France, Gabon's former colonial ruler, has condemned the military coup in the African country.

France has around 400 soldiers permanently deployed to Gabon for "training and military support", including a base in the capital Libreville. Paris has extensive economic relations with Libreville in the mining and oil sectors.

Gabon is the second former French colony in Africa to experience a military coup in as many months and the sixth in three years following the coups in Mali, Chad Guinea, Burkina Faso and most recently, Niger, whose newly installed junta, may yet meet with an intervention from the country's West African neighbors.

What's happening now is in several countries at the same time, sometimes even three neighboring countries, which is the case in Mali, Burkina Faso, and Niger, where there has been a major pullback.

And if it happens everywhere at the same time, that's very bad news for the French authorities because there's this idea of what the authorities called contagion, or at least have examples given ideas to others, obviously, in the same way that in 2011, when people in the streets overthrew the dictatorships in Tunisia and Egypt, they gave ideas to neighboring countries.
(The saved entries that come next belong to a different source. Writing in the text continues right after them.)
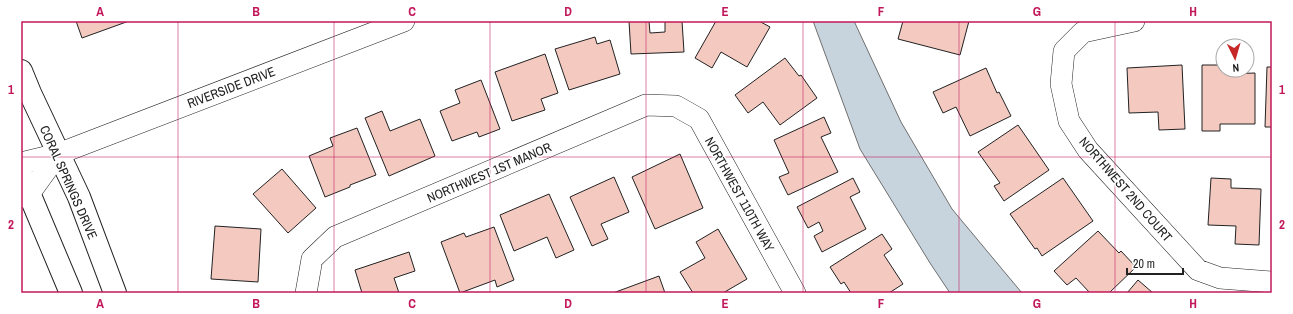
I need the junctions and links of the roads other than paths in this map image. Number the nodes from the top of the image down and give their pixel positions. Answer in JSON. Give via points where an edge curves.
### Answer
{"nodes":[{"id":1,"x":404,"y":21,"type":"edge"},
{"id":2,"x":1134,"y":21,"type":"edge"},
{"id":3,"x":21,"y":71,"type":"edge"},
{"id":4,"x":676,"y":106,"type":"joint"},
{"id":5,"x":58,"y":154,"type":"junction"},
{"id":6,"x":21,"y":163,"type":"edge"},
{"id":7,"x":24,"y":188,"type":"edge"},
{"id":8,"x":1272,"y":282,"type":"edge"},
{"id":9,"x":71,"y":293,"type":"edge"},
{"id":10,"x":115,"y":293,"type":"edge"},
{"id":11,"x":306,"y":293,"type":"edge"},
{"id":12,"x":793,"y":293,"type":"edge"}],
"edges":[{"from":1,"to":5,"type":"street","name":"RIVERSIDE DRIVE"},
{"from":2,"to":8,"type":"street","name":"NORTHWEST 2ND COURT","via":[[1083,32],[1064,51],[1061,84],[1069,121],[1088,150],[1198,270],[1220,278]]},
{"from":3,"to":5,"type":"main road","name":"CORAL SPRINGS DRIVE"},
{"from":4,"to":11,"type":"street","name":"NORTHWEST 1ST MANOR","via":[[646,105],[638,108],[336,237],[312,259]]},
{"from":4,"to":12,"type":"street","name":"NORTHWEST 110TH WAY","via":[[699,119]]},
{"from":5,"to":6,"type":"street","name":"RIVERSIDE DRIVE"},
{"from":5,"to":7,"type":"street"},
{"from":5,"to":10,"type":"main road","name":"CORAL SPRINGS DRIVE","via":[[79,197]]},
{"from":7,"to":9,"type":"main road"}]}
So the same thing could happen. But we'll have to wait and see.

Thomas Borrel, Africa Expert

In all of these cases, the former colonizer has been called on to play a role of one kind or another and the question of its influence and each country has been a major one.

The French mining company, Eramet, the second largest private employer in Gabon has announced that, given the current unrest, it is suspending its operations.

France had thousands of troops and Mali, where it led a nearly one decade long military operation to combat an insurgency.

That operation ended in 2022. After the rise of a military junta there throughout the region, France is viewed as a colonial power, which many blame for the widespread instability in the region.